DistributionVectors.AbstractDistributionVectorType
AbstractDistributionVector{D <: Distribution}

Is any type able represent a vector of distribution of the same type. This corresponds to a sequence of random variables, each characterized by the same type of distribution but with different parameters. This allows aggregating functions to work, for example, computing the distribution of the sum of random variables by sum(dv::AbstractDistributionVector).

It is parametrized by D <: Distribution defining the type of the distribution used for all the random variables.

Items may be missing. Hence the element type of the iterator is Union{Missing,D}.

AbstractDistributionVector

• is iterable
• has length and index access, i.e. dv[i]::D
• access to entire parameter vectors: params(dv,Val(i))
• conversion to Tuple of Vectors: params(dv)
• array of random numbers: rand(n, dv): adding one dimension that represents across random variables
• query if entry is missing without needing to construct the distribution entry: ismissing(dv,i):

Specific implementations, need to implement at minimum methods length and getindex, and params.

There are two standard implementations:

Examples

import LinearAlgebra: I
dmn1 = MvNormal([0,0,0], 1 * I)
dmn2 = MvNormal([1,1,1], 2 * I)
dv = SimpleDistributionVector(dmn1, dmn2, missing, missing);
sample = rand(dv,2);
# 4 distr, each 2 samples of length 3
size(sample) == (3,2,4)
DistributionVectors.SimpleDistributionVectorType
SimpleDistributionVector{D <: Distribution, V}

Is an Vector-of-Distribution based implementation of AbstractDistributionVector.

Vector of random var can be created by

• specifying the distributions as arguments.
d1 = LogNormal(log(110), 0.25)
d2 = LogNormal(log(100), 0.15)
dv = SimpleDistributionVector(d1, d2, missing);
isequal(params(dv, Val(1)), [log(110), log(100), missing])
• providing the Type of distribution and vectors of each parameter
mu = [1.1,1.2,1.3]
sigma = [1.01, 1.02, missing]
dv = SimpleDistributionVector(LogNormal{eltype(mu)}, mu, sigma);
isequal(params(dv, Val(1)), [1.1,1.2,missing])

Note that if one of the parameters is missing, then the entire entry of the distribution is marked missing.

Since Distributions are stored directly, indexing passes a reference.

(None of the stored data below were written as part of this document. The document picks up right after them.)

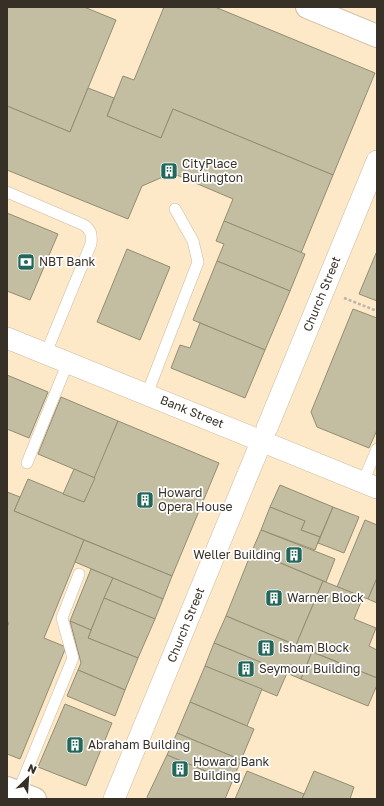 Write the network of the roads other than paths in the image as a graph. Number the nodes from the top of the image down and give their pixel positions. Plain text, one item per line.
1 (307, 7) edge
2 (377, 36) edge
3 (377, 160) edge
4 (7, 192) edge
5 (175, 209) dead end
6 (7, 338) edge
7 (46, 354) junction
8 (68, 362) junction
9 (147, 394) junction
10 (267, 428) dead end
11 (377, 449) edge
12 (257, 452) dead end
13 (27, 463) dead end
14 (370, 485) edge
15 (79, 574) dead end
16 (20, 793) edge
17 (114, 799) edge

1 - 2 street
3 - 10 street, Church Street
4 - 7 lane
5 - 9 lane
6 - 7 street, Bank Street
7 - 8 street, Bank Street
8 - 9 street, Bank Street
8 - 13 lane
9 - 14 street, Bank Street
11 - 14 lane
12 - 17 street, Church Street
15 - 16 lane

However, getting parameter vectors, required iterating all distributions, and allocating a new vector.

DistributionVectors.ParamDistributionVectorType
ParamDistributionVector{D <: Distribution, V}

Is an Tuple of Vectors based implementation of AbstractDistributionVector.

Vector of random var can be created by

• specifying the distributions as arguments with some overhead of converting the Distributions to vectors of each parameter
d1 = LogNormal(log(110), 0.25)
d2 = LogNormal(log(100), 0.15)
dv = ParamDistributionVector(d1, d2, missing);
isequal(params(dv, Val(1)), [log(110), log(100), missing])
• providing the Type of distribution and vectors of each parameter
mu = [1.1,1.2,1.3]
sigma = [1.01, 1.02, missing]
dv = ParamDistributionVector(LogNormal{eltype(mu)}, mu, sigma);
ismissing(dv[3])
isequal(params(dv, Val(1)), [1.1,1.2,1.3]) # third still not missing here

Note that if one of the parameters for entry i is missing, then dv[i] is missing.

Since distributions are stored by parameter vectors, the acces to these vectors is just passing a reference. Indexing, will create Distribution types.

## Helpers

The conversion between a missing-allowed vector of parameter tuples to a tuple of vectors for each parameter (as used by ParamDistributionVector) is provided in a type-stable manner by function vectuptotupvec.

DistributionVectors.vectuptotupvecFunction
vectuptotupvec(vectup)

Typesafe convert from Vector of Tuples to Tuple of Vectors.

Arguments

• vectup: A Vector of identical Tuples

Examples

vectup = [(1,1.01, "string 1"), (2,2.02, "string 2")]
vectuptotupvec(vectup) == ([1, 2], [1.01, 2.02], ["string 1", "string 2"])